[PR] [FLINK-20454][formats] Add metadata support for Debezium Avro [flink]

via GitHub Sat, 20 Jun 2026 06:19:19 -0700


p-eye opened a new pull request, #28498:
URL: https://github.com/apache/flink/pull/28498


   ## What is the purpose of the change
   
   This pull request implements metadata reading support for the 
`debezium-avro-confluent` format, bringing feature parity with the 
`debezium-json` format.
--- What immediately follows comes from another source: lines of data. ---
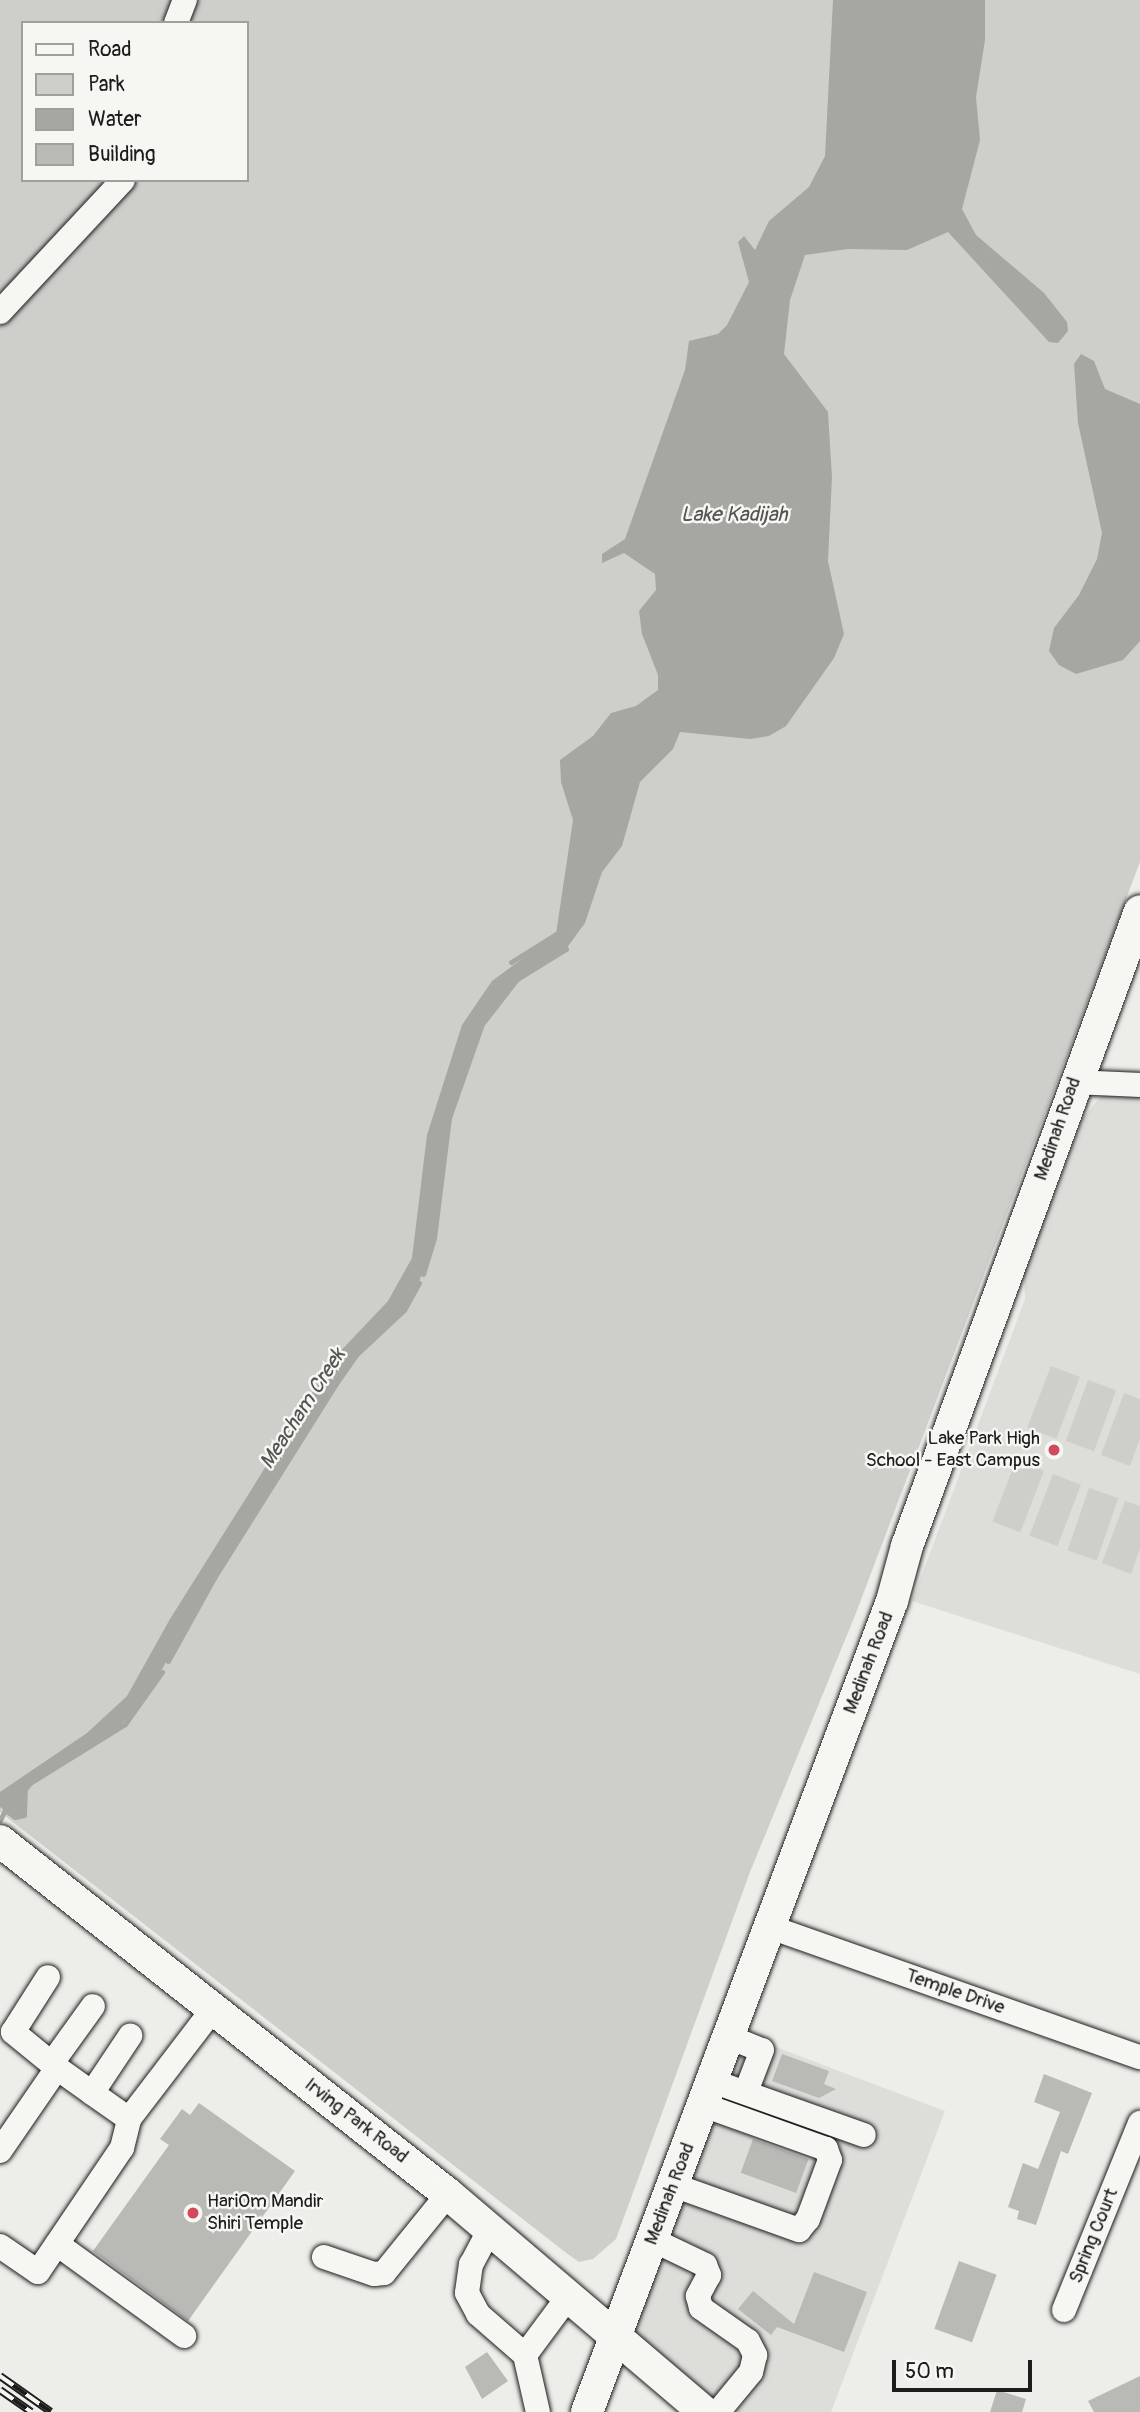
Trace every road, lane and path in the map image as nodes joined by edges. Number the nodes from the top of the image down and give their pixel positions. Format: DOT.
graph roads {
  1 [pos="185,0"];
  2 [pos="177,21"];
  3 [pos="121,182"];
  4 [pos="0,312"];
  5 [pos="1140,911"];
  6 [pos="1074,1082"];
  7 [pos="1140,1085"];
  8 [pos="0,1841"];
  9 [pos="770,1927"];
  10 [pos="48,1978"];
  11 [pos="93,2006"];
  12 [pos="213,2008"];
  13 [pos="130,2036"];
  14 [pos="729,2037"];
  15 [pos="1140,2057"];
  16 [pos="55,2066"];
  17 [pos="746,2092"];
  18 [pos="92,2093"];
  19 [pos="708,2093"];
  20 [pos="129,2119"];
  21 [pos="1140,2123"];
  22 [pos="864,2135"];
  23 [pos="0,2151"];
  24 [pos="673,2185"];
  25 [pos="448,2194"];
  26 [pos="490,2229"];
  27 [pos="653,2240"];
  28 [pos="57,2244"];
  29 [pos="0,2246"];
  30 [pos="324,2256"];
  31 [pos="568,2297"];
  32 [pos="1064,2310"];
  33 [pos="184,2336"];
  34 [pos="616,2338"];
  35 [pos="525,2354"];
  36 [pos="538,2412"];
  37 [pos="587,2412"];
  38 [pos="704,2412"];
  39 [pos="718,2412"];
  1 -- 2 [label="street"];
  3 -- 4 [label="street"];
  5 -- 6 [label="main road, Medinah Road"];
  6 -- 7 [label="street"];
  6 -- 9 [label="main road, Medinah Road"];
  8 -- 12 [label="main road, Irving Park Road"];
  9 -- 14 [label="main road, Medinah Road"];
  9 -- 15 [label="street, Temple Drive"];
  10 -- 16 [label="street"];
  11 -- 16 [label="street"];
  12 -- 20 [label="street"];
  12 -- 25 [label="main road, Irving Park Road"];
  13 -- 18 [label="street"];
  14 -- 17 [label="street"];
  14 -- 19 [label="main road, Medinah Road"];
  16 -- 18 [label="street"];
  16 -- 23 [label="street"];
  17 -- 19 [label="street"];
  17 -- 22 [label="street"];
  18 -- 20 [label="street"];
  19 -- 24 [label="main road, Medinah Road"];
  19 -- 24 [label="street"];
  20 -- 28 [label="street"];
  21 -- 32 [label="street, Spring Court"];
  24 -- 27 [label="main road, Medinah Road"];
  25 -- 26 [label="main road, Irving Park Road"];
  25 -- 30 [label="street"];
  26 -- 31 [label="main road, Irving Park Road"];
  26 -- 35 [label="street"];
  27 -- 34 [label="main road, Medinah Road"];
  27 -- 39 [label="street"];
  28 -- 29 [label="street"];
  28 -- 33 [label="street"];
  31 -- 34 [label="main road, Irving Park Road"];
  31 -- 35 [label="street"];
  34 -- 37 [label="main road, Medinah Road"];
  34 -- 38 [label="main road, Irving Park Road"];
  35 -- 36 [label="street"];
}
Users can now access Debezium metadata fields (such as 
source database, schema, table, and timestamps) when using Avro-encoded 
Debezium messages from Kafka.
   
   ## Brief change log
   
   - Add `DebeziumAvroDecodingFormat` implementing `ProjectableDecodingFormat` 
with metadata support
   - Implement 6 metadata fields (`ingestion-timestamp`, `source.timestamp`, 
`source.databases`, `source.schema`, `schema name`, `source.table`, 
`source.properties`)
   - Add metadata deserialization tests
   - Update documentation with Avro format examples
   
   
   ## Verifying this change
   
   This change added tests and can be verified as follows:
   
   - Added `DebeziumAvroSerDeSchemaTest.testDeserializationWithMetadata()` that 
validates all 6 metadata fields (ingestion-timestamp, source.timestamp, 
source.database, source.schema, source.table, source.properties) are correctly 
extracted from Debezium Avro CDC messages.
   - Update `DebeziumAvroFormatFactoryTest.testSeDeSchema()` and 
`testSeDeSchemaWithSchemaOption()` to verify the factory creates 
deserialization schemas with correct metadata support parameters
   - Existing tests (`testDeleteDataDeserialization()`, 
`testSeDeSchemaWithInvalidSchemaOption()`) pass without modification, ensuring 
backward compatibility
   
   ## Does this pull request potentially affect one of the following parts:
   
     - Dependencies (does it add or upgrade a dependency): no
     - The public API, i.e., is any changed class annotated with 
`@Public(Evolving)`: no
     - The serializers: no
     - The runtime per-record code paths (performance sensitive): yes (adds 
metadata extraction in deser path, but only when metadata columns are 
explicitly requested)
     - Anything that affects deployment or recovery: JobManager (and its 
components), Checkpointing, Kubernetes/Yarn, ZooKeeper: no
     - The S3 file system connector: no
   
   ## Documentation
   
     - Does this pull request introduce a new feature? yes
     - If yes, how is the feature documented? docs
   
   ---
   
   ##### Was generative AI tooling used to co-author this PR?
   
   <!--
   If generative AI tooling has been used in the process of authoring this PR, 
please
   change the checkbox below to `[X]` followed by the name of the tool, and 
uncomment the
   "Generated-by" line. See the ASF Generative Tooling Guidance for details:
   https://www.apache.org/legal/generative-tooling.html
   
   You are responsible for the quality and correctness of every change in this 
PR
   regardless of the tooling used. Low-effort AI-generated PRs will be closed. 
See
   AGENTS.md for the full guidance.
   -->
   
   - [x] Yes (please specify the tool below)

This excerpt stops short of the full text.